= Assignment =
What you return must be the data below, word for word, without any images.

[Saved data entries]
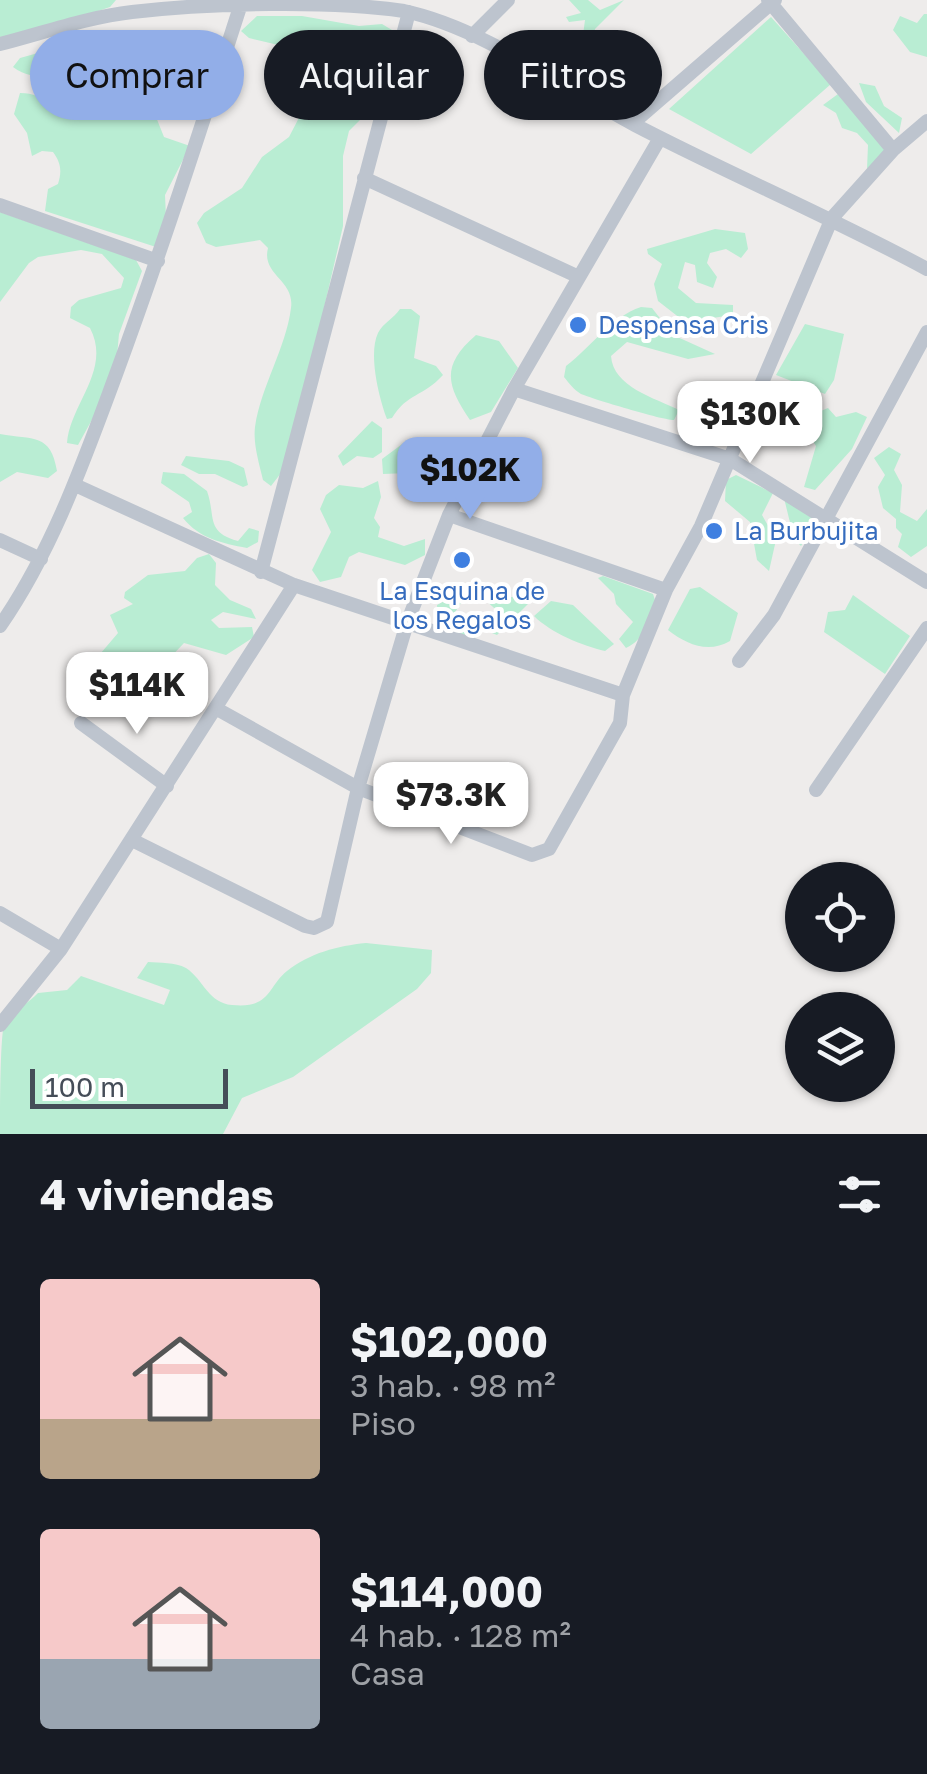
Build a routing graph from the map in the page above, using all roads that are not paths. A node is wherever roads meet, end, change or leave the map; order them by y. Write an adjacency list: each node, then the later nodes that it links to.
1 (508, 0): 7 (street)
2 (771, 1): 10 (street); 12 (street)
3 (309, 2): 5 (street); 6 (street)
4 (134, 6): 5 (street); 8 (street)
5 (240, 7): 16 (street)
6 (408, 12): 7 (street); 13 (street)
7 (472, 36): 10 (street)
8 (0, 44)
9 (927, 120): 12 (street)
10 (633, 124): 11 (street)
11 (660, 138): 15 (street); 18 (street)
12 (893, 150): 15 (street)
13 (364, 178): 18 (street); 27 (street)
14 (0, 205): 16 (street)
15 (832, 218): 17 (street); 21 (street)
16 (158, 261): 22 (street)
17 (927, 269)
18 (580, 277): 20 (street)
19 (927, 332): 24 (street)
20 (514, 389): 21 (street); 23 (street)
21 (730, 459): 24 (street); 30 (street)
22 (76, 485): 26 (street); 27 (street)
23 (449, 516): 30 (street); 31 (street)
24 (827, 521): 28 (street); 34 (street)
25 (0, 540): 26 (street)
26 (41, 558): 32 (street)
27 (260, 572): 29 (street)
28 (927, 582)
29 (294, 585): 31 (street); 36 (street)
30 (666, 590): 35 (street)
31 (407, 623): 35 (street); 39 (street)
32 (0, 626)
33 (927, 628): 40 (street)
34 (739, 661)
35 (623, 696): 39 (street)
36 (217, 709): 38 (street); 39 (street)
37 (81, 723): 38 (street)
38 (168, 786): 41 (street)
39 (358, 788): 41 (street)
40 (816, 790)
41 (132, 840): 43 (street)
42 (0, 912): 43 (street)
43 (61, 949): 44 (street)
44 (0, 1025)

= Output of the task =
Build a routing graph from the map in the page above, using all roads that are not paths. A node is wherever roads meet, end, change or leave the map; order them by y. Write an adjacency list: each node, then the later nodes that it links to.
1 (508, 0): 7 (street)
2 (771, 1): 10 (street); 12 (street)
3 (309, 2): 5 (street); 6 (street)
4 (134, 6): 5 (street); 8 (street)
5 (240, 7): 16 (street)
6 (408, 12): 7 (street); 13 (street)
7 (472, 36): 10 (street)
8 (0, 44)
9 (927, 120): 12 (street)
10 (633, 124): 11 (street)
11 (660, 138): 15 (street); 18 (street)
12 (893, 150): 15 (street)
13 (364, 178): 18 (street); 27 (street)
14 (0, 205): 16 (street)
15 (832, 218): 17 (street); 21 (street)
16 (158, 261): 22 (street)
17 (927, 269)
18 (580, 277): 20 (street)
19 (927, 332): 24 (street)
20 (514, 389): 21 (street); 23 (street)
21 (730, 459): 24 (street); 30 (street)
22 (76, 485): 26 (street); 27 (street)
23 (449, 516): 30 (street); 31 (street)
24 (827, 521): 28 (street); 34 (street)
25 (0, 540): 26 (street)
26 (41, 558): 32 (street)
27 (260, 572): 29 (street)
28 (927, 582)
29 (294, 585): 31 (street); 36 (street)
30 (666, 590): 35 (street)
31 (407, 623): 35 (street); 39 (street)
32 (0, 626)
33 (927, 628): 40 (street)
34 (739, 661)
35 (623, 696): 39 (street)
36 (217, 709): 38 (street); 39 (street)
37 (81, 723): 38 (street)
38 (168, 786): 41 (street)
39 (358, 788): 41 (street)
40 (816, 790)
41 (132, 840): 43 (street)
42 (0, 912): 43 (street)
43 (61, 949): 44 (street)
44 (0, 1025)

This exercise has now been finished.